Post by Fenris » December 1st, 2010, 1:18 pm

I have to agree with a lot of people here. TV is not inspiration, thoughts are. Inspiration can be different for everyone. Keep your eyes and mind open, and it will come to you. Unleash your curiosity, and I mean make it rabid. Don't let a second go by without wondering what might happen IF Character X happened to meet Character B from that other book and what shenanigans might ensue, or what havoc they might be able to wreak in Universe K, from that one book over there on the floor. Reading is a valuable source of inspiration, but it is by no means the only one. The next time you walk down the street, entertain thoughts of what might happen if the characters from whatever source or genre were unleashed upon the scene. Dreams can also be a wonderful wellspring of inspiration, provided you can remember them upon waking.

I know I get a lot of inspiration from video games. But what's weird is that half the time I don't even have to play them. I'll just take a look at the box art, or one of the characters in gameplay...and something will click. I can't count the times I've taken said character or scene (usually character, almost always without even knowing their name) for a little imaginary spin, until I have something drastically different from whatever the game they originated from was about. Naturally, I'm not saying keep these characters. They're copyrighted. But take whatever about them grabbed you at first, and hang onto it. Eventually it will come in handy.

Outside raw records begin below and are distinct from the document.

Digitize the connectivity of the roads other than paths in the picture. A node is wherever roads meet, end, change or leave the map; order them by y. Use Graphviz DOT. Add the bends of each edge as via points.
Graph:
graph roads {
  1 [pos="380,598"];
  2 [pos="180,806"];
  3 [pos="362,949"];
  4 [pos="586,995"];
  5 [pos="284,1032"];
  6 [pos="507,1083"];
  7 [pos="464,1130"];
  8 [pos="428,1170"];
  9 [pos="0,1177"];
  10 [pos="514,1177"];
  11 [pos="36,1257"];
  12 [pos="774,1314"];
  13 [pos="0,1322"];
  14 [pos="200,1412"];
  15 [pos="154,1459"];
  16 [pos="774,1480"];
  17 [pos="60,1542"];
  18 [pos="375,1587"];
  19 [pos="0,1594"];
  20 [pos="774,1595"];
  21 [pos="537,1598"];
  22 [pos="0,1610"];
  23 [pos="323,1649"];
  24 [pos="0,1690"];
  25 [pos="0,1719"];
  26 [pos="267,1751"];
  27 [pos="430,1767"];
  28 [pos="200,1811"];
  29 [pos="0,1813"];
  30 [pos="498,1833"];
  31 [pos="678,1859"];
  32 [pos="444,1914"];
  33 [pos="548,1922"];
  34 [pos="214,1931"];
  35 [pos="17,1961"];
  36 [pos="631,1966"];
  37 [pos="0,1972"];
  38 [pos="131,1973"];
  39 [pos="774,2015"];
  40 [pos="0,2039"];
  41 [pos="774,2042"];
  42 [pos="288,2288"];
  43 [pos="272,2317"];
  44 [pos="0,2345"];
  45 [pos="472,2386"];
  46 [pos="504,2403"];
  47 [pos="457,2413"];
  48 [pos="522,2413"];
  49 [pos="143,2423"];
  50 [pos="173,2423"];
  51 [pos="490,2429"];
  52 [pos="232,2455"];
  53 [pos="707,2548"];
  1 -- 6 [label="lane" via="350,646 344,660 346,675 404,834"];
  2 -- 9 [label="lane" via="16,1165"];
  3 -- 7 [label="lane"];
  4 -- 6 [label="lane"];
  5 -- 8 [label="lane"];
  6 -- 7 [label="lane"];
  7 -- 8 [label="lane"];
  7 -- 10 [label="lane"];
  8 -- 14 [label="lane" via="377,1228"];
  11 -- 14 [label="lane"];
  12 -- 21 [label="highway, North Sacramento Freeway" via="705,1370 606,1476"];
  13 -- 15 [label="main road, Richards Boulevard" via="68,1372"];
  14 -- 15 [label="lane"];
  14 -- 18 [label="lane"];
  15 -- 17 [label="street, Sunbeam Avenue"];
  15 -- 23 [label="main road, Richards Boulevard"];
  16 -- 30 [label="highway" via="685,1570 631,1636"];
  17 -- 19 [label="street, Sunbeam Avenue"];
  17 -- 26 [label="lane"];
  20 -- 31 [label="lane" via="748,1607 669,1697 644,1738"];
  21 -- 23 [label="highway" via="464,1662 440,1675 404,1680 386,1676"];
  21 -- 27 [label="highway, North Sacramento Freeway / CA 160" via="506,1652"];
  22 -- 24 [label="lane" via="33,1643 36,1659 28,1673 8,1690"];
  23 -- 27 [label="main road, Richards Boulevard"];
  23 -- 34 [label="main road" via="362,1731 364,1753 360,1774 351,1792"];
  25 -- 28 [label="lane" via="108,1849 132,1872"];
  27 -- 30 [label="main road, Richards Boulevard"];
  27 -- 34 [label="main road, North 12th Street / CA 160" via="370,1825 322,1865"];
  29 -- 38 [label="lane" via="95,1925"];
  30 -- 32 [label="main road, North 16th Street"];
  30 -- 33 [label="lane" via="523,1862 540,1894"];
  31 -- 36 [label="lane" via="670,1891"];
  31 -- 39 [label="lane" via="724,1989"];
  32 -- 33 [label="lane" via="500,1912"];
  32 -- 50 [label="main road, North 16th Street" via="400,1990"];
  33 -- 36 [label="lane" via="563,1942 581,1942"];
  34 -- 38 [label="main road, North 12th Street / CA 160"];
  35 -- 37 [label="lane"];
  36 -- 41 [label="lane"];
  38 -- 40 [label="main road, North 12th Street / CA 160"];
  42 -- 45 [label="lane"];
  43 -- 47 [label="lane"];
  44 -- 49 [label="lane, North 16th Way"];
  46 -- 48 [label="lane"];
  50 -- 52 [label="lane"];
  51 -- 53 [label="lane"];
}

For me at least, inspiration is never instantaneous. Sure, I can find brilliant ideas in the depths of toasters (it's happened), but I can't take those ideas alone and make a great story, or even if I could I wouldn't want to. I wait until I have several "pieces" that I can link together to make a grand, vast universe that I can call my own. Then I proceed to wreck it through my characters. :)
Hi, my name's Fenris. I'm a thousand-year-old monster who's broken free to destroy the world. Your kids will love me!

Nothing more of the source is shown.